An artist primarily in paintings and etchings, Michael “Misha” Goro was born in St. Petersburg, Russia. where he received his BA in architecture. In 1990, he immigrated to Jerusalem, Israel, where he discovered intaglio printmaking and began to use it as his main medium. In 1993, he moved to the United States and completed his education, receiving MFA in printmaking at the University of Illinois at Urbana-Champaign. In his current capacity as a chairperson of the graphics department at the American Academy of Art in Chicago, Goro has been instrumental in developing the program and teaching in it for the past nine years.

Charles Demuth

Charles Demuth, “Turkish Bath with Self-Portrait”, 1918, Graphite and Watercolor on Paper, Private Collection

This watercolor sketch offers an illuminating depiction of the gay subculture in postwar New York. The setting is likely the Lafayette Baths, a Turkish bathhouse in the East Village. The artist, with dark hair and mustache, appears nude in the center of the frame. He talks with two other men: a blonde man swaddled in a towel, who faces away from the camera, and a fully undressed red-headed man who strikes a confident pose. Behind the trio, a man with indistinct features stands in a pool, water waist high, while a duo in the upper right corner of the canvas seem to be caught up in an intimate moment.

Demuth was likely open about his sexuality with his friends, and frankly depicted the evolving, underground gay scenes in New York and Paris. This image is striking in its open, candid depiction of desire and attraction between men. It was not intended for public exhibition during Demuth’s lifetime and historically it has great significance, visualizing the emergence of a sexual subculture organized along very different lines than male/female courtship. Since his death, Demuth’s watercolors of early twentieth-century gay life have proven to be sources of inspiration and fellowship to later generations of American artists, including Andy Warhol, another Pennsylvania native.

Thomas Eakins

Thomas Eakins, “John Biglin in a Single Scull”, 1873, Watercolor on Paper, Yale University Art Gallery

Thomas Eakins was in the vanguard of the army of Americans who invaded Paris during the latter part of the nineteenth century to complete their artistic education. After returning to his hometown of Philadelphia in 1870, Eakins never left the United States again. He believed that great artists relied not on their knowledge of other artists’ works but on personal experience.
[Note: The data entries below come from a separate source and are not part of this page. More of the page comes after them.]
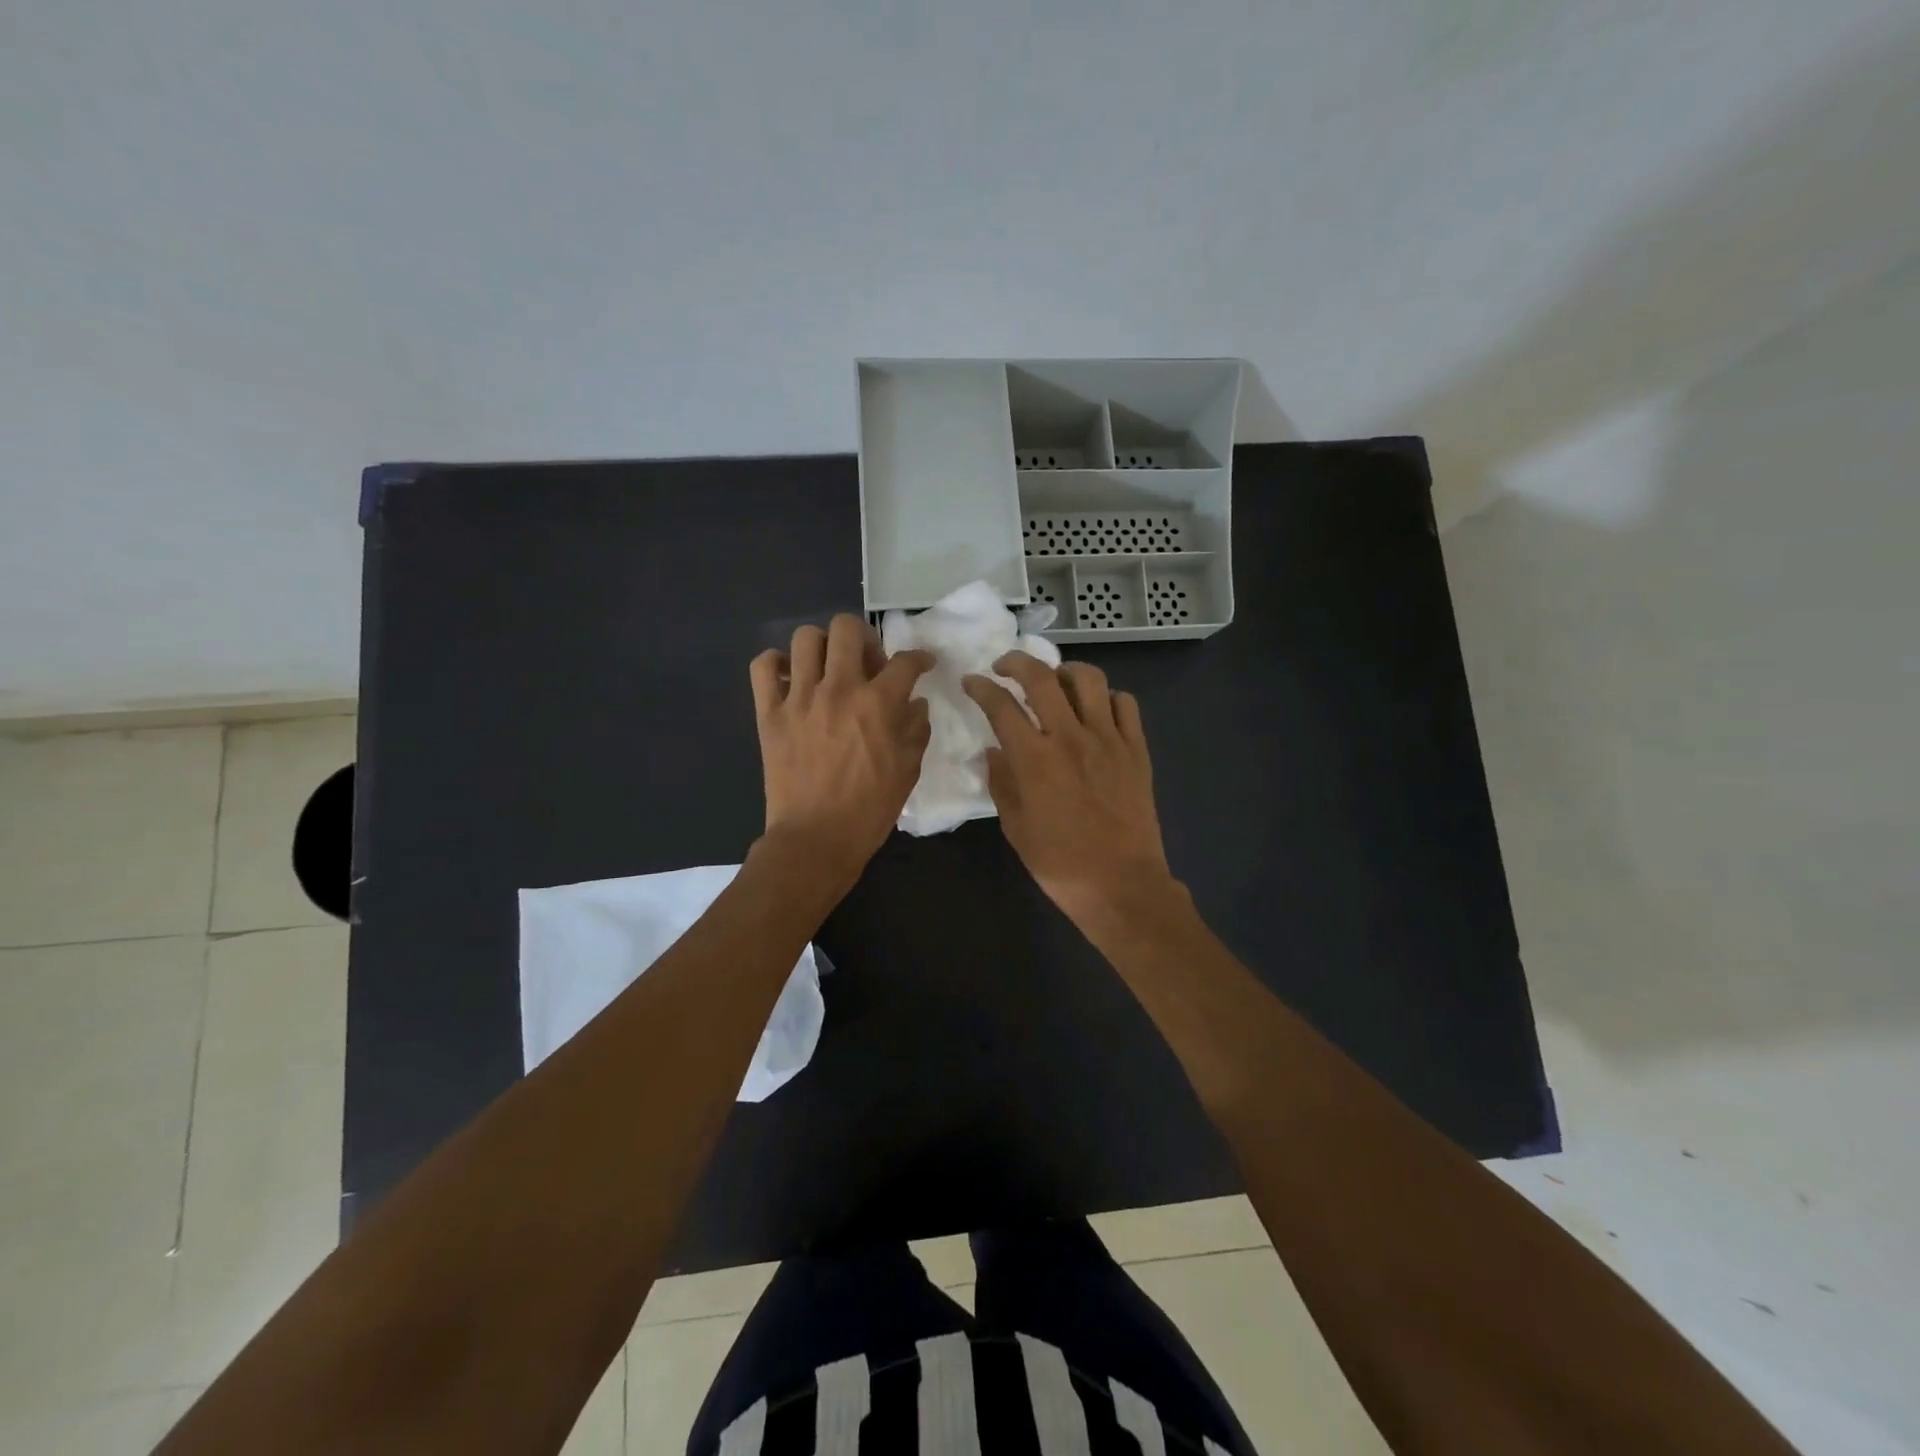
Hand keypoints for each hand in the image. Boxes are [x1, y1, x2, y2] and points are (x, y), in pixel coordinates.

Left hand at [750, 615, 933, 882]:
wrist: (815, 839)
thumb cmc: (869, 810)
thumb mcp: (908, 771)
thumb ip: (916, 730)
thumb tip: (916, 704)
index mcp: (877, 704)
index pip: (905, 662)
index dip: (920, 658)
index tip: (922, 664)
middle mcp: (838, 689)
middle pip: (847, 628)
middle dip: (864, 638)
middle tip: (868, 663)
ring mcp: (799, 699)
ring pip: (805, 638)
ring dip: (823, 647)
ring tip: (829, 669)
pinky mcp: (769, 714)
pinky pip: (763, 667)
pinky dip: (776, 665)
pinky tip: (790, 679)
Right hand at [962, 652, 1175, 923]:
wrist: (1122, 885)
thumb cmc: (1060, 864)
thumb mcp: (1016, 829)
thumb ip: (1001, 783)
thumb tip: (994, 752)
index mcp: (1034, 760)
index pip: (1001, 706)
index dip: (981, 688)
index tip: (972, 682)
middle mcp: (1070, 738)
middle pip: (1041, 678)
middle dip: (1016, 662)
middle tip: (1005, 666)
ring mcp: (1108, 740)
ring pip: (1089, 679)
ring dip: (1065, 671)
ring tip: (1055, 681)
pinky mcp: (1136, 749)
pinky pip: (1125, 704)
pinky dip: (1107, 697)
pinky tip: (1096, 711)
For the rest of his career, Eakins remained committed to recording realistic scenes from contemporary American life. During the three years Eakins was abroad, competitive rowing on the Schuylkill River, which runs through Philadelphia, had become the city’s leading sport. In England, rowing had long been regarded as the exclusive activity of gentlemen, but in Philadelphia anyone could take part, since rowing clubs made the expensive equipment available to all. Eakins was an enthusiastic rower himself, but after his time in Paris he regarded the activity less as a form of recreation than a fertile source of subject matter that combined his dedication to modern life with his interest in anatomy.

 

John Jude Palencar

“Tree Goblin, John Jude Palencar, Watercolor and Gesso

After receiving a BFA from Columbus College of Art and Design, John Jude Palencar received further training at the Illustrators Workshop in Paris before embarking upon a highly successful career of painting book covers. He is noted for an intense, almost photographic realism with bold colours, though his figures are sometimes juxtaposed with more abstract backgrounds.

Primarily working in the fields of Fantasy and Horror, he has painted covers for some high-profile books, like Christopher Paolini’s popular “Eragon” novels and Jacqueline Carey’s “Kushiel” novels, yet he has painted science fiction covers as well; one standout example was his painting showing a tiny figure against pale ruins for a 1986 republication of David Brin’s 1985 “The Postman”, vaguely similar but vastly superior to Tom Hallman’s cover for the hardcover edition. He has also worked outside the genre for magazines like National Geographic, The Smithsonian, and Time magazine.